[INSTRUCTIONS FOR THE TASK] The lines wanted are those in the data below that include "stream".

[MATERIAL TO PROCESS]

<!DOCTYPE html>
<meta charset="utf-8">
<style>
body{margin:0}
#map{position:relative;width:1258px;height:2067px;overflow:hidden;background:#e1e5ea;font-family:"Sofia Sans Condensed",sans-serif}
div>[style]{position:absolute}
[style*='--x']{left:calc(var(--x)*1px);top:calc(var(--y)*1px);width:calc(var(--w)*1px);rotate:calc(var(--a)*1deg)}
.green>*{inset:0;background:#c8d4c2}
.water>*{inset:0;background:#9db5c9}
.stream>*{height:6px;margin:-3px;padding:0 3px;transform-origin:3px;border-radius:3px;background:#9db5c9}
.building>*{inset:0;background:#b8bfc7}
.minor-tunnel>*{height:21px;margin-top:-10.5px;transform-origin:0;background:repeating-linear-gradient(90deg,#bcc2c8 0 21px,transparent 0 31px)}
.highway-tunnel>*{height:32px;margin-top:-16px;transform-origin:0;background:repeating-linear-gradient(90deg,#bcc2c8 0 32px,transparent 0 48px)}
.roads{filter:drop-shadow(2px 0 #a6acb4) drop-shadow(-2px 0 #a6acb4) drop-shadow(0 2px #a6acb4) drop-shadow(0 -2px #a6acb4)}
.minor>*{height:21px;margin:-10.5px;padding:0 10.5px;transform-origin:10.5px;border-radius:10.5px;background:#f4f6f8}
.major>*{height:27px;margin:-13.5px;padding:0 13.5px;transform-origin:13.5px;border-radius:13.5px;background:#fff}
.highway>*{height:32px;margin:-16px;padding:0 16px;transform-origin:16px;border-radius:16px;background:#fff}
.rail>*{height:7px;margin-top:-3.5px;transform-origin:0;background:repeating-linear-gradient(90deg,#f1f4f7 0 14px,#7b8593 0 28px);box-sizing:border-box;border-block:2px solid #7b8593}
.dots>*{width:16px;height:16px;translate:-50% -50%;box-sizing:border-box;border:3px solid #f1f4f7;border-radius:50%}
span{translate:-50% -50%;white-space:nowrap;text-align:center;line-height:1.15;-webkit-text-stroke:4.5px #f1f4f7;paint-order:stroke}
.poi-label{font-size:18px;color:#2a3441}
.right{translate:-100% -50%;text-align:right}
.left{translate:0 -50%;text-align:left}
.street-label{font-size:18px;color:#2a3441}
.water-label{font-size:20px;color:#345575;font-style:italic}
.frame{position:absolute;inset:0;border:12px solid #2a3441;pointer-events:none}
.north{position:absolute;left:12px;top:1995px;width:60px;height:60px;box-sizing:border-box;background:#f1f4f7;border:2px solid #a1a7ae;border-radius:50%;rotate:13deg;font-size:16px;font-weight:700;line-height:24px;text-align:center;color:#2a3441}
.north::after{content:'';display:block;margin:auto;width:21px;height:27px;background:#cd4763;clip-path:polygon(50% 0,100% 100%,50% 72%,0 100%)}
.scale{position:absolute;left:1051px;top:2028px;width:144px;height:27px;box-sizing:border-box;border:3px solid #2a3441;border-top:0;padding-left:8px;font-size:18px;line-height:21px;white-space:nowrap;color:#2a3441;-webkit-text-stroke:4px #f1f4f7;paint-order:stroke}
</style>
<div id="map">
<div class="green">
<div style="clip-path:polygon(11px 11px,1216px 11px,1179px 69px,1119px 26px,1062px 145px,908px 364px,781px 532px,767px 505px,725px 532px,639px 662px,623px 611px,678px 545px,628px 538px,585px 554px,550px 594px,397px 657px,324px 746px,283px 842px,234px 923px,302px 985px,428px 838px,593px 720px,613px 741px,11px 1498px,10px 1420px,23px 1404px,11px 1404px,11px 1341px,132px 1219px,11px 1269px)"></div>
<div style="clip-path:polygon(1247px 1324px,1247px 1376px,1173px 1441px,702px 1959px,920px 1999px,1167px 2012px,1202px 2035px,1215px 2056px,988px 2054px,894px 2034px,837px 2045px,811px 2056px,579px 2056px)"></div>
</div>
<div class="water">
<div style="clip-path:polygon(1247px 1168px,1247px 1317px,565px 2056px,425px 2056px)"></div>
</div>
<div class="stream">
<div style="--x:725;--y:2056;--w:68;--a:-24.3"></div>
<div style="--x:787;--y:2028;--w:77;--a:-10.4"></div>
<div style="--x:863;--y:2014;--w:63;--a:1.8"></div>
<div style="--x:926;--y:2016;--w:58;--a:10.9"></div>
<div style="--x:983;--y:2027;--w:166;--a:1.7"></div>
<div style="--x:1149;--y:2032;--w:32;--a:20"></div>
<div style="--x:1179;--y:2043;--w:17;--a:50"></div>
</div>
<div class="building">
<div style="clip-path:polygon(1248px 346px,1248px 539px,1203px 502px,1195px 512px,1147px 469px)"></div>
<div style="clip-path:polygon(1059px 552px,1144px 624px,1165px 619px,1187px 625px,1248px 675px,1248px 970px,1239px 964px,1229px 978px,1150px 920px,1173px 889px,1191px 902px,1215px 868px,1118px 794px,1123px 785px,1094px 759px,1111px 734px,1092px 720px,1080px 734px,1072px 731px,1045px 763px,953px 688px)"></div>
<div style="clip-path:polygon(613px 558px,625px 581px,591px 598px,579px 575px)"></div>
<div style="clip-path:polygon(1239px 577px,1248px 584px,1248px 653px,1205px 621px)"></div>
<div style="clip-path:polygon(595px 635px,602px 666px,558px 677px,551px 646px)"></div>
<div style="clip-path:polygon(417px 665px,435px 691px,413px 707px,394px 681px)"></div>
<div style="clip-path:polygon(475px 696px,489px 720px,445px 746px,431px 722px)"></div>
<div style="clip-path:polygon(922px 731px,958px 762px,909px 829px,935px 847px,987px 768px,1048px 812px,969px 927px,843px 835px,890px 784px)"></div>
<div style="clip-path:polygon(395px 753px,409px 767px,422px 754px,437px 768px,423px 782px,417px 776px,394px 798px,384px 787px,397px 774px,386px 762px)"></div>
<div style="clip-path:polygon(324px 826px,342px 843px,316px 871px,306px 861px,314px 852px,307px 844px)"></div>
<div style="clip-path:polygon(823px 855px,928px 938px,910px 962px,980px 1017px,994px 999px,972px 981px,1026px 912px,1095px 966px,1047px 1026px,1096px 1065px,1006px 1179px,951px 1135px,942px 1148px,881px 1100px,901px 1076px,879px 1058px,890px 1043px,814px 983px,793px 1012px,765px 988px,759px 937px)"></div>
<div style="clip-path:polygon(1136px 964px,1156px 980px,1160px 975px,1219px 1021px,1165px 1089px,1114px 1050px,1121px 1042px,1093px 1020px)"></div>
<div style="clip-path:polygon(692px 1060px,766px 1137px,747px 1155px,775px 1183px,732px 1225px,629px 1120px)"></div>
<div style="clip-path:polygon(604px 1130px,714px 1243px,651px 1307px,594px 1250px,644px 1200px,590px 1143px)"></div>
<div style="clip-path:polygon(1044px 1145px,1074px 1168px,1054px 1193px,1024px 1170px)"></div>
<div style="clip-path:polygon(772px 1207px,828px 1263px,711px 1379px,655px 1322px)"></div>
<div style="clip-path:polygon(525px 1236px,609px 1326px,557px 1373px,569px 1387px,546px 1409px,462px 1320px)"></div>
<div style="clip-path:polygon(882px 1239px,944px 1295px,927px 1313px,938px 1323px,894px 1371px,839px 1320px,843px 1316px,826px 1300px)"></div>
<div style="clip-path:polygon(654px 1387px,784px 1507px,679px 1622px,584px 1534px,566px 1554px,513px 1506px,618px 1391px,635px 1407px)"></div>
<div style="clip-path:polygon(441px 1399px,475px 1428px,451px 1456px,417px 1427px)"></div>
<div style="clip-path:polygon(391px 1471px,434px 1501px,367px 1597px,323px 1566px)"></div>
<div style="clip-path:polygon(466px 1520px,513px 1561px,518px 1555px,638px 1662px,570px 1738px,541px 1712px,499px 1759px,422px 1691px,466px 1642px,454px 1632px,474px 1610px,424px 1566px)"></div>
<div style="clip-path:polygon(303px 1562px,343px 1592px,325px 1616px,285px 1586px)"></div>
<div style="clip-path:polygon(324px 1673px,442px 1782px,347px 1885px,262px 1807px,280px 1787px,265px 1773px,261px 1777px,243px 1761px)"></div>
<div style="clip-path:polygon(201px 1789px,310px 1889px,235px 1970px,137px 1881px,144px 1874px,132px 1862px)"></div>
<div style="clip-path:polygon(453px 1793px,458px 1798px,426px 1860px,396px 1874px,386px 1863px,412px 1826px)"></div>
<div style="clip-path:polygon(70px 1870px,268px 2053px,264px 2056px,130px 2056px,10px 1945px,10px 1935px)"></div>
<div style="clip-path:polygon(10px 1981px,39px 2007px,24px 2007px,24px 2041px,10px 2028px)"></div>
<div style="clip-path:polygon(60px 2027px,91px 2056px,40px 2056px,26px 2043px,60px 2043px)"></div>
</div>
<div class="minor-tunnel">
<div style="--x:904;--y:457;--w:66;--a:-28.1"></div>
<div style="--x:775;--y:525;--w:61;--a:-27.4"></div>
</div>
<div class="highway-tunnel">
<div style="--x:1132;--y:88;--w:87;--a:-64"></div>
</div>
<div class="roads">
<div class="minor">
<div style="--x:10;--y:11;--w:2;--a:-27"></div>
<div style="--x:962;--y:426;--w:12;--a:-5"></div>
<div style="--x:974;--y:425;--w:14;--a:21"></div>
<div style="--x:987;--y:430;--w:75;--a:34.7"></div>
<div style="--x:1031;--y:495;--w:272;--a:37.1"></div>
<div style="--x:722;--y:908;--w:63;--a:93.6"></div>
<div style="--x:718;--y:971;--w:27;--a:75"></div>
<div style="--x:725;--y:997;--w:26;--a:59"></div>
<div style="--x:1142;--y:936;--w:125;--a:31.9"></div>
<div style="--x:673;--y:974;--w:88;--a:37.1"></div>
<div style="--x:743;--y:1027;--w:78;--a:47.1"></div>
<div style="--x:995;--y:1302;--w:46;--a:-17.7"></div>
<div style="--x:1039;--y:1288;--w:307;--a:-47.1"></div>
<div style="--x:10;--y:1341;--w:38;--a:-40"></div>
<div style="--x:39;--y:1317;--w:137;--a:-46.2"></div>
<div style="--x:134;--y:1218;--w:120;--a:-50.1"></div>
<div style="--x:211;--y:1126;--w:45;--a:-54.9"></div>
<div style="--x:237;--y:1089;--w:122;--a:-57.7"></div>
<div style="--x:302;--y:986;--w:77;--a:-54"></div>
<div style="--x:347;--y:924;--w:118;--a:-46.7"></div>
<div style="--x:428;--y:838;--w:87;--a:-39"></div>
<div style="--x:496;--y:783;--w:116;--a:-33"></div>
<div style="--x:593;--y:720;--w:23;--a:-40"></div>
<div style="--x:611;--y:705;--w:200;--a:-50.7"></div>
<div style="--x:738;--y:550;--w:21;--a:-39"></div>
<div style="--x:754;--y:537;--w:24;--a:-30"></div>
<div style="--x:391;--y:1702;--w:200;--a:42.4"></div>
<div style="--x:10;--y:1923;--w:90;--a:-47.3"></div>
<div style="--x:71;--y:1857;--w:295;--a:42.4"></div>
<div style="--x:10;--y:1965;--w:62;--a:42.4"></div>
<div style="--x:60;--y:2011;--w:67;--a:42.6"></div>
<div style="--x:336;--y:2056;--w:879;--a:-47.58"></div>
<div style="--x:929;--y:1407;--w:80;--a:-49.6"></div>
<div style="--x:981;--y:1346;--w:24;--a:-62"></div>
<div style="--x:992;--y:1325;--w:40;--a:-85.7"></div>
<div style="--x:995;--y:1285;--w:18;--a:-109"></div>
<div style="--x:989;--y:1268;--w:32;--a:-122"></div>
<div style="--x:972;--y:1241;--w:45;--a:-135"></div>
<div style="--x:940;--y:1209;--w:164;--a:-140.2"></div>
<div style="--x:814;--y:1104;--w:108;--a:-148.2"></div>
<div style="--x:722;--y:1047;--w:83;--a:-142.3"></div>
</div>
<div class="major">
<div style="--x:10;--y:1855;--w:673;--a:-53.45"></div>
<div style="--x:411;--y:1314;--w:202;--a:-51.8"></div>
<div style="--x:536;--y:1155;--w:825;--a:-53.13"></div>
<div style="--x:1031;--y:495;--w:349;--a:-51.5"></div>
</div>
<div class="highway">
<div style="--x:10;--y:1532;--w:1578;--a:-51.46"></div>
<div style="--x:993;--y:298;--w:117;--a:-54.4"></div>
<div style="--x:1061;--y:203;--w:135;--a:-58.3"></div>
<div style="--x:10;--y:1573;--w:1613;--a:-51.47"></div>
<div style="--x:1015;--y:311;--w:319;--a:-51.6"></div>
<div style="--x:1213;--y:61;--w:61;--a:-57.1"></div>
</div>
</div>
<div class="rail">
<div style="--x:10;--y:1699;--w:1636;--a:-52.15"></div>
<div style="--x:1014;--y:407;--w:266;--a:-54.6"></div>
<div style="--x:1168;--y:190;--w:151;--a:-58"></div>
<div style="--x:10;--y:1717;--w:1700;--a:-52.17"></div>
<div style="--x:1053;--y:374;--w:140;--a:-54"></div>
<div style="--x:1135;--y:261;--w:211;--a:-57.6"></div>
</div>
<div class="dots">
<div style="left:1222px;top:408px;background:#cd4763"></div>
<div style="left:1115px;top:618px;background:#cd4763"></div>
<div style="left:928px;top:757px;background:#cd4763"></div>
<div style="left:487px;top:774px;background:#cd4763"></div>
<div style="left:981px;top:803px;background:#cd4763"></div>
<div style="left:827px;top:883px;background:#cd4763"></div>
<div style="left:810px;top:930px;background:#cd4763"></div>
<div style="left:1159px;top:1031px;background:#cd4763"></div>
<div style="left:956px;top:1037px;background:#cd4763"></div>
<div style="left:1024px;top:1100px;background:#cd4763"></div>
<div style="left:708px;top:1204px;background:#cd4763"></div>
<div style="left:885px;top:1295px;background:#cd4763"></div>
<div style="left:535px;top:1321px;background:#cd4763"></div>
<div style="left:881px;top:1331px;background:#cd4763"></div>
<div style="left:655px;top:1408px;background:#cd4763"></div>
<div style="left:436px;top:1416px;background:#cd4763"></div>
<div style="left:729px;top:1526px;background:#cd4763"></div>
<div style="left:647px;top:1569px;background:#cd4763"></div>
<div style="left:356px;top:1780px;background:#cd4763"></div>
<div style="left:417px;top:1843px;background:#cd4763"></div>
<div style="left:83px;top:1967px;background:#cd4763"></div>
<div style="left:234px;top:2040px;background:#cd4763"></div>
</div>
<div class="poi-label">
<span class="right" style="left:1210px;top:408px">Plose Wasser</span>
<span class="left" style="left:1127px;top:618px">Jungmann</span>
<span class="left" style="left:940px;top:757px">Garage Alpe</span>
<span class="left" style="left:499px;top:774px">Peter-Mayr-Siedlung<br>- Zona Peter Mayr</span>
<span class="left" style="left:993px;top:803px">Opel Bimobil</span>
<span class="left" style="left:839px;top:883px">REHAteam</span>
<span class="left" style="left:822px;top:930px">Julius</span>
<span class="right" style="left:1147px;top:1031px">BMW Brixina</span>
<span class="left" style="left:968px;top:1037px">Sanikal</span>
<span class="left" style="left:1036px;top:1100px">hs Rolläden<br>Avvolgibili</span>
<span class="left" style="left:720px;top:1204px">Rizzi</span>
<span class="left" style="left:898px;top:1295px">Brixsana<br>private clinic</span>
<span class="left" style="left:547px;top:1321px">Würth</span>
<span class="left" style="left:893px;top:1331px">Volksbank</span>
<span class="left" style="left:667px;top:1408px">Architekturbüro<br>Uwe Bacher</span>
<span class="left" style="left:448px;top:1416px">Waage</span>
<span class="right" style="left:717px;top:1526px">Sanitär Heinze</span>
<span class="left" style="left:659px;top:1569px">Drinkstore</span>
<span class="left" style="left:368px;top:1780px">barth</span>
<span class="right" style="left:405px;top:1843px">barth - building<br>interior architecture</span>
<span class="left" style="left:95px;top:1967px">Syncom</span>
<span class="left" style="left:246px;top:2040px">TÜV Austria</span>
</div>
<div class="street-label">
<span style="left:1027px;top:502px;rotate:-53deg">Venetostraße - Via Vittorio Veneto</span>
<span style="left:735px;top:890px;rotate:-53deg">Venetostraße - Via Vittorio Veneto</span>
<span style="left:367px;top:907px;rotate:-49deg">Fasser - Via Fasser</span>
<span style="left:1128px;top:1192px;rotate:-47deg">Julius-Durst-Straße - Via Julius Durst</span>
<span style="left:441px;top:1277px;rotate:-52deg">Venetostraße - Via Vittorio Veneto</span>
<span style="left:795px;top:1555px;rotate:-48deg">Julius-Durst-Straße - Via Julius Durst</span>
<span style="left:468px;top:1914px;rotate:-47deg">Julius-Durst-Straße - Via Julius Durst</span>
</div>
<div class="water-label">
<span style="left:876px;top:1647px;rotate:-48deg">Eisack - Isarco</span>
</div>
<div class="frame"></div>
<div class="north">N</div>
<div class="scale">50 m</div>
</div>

[/MATERIAL TO PROCESS]

[RESULT BELOW]
.stream>*{height:6px;margin:-3px;padding:0 3px;transform-origin:3px;border-radius:3px;background:#9db5c9}
<div class="stream">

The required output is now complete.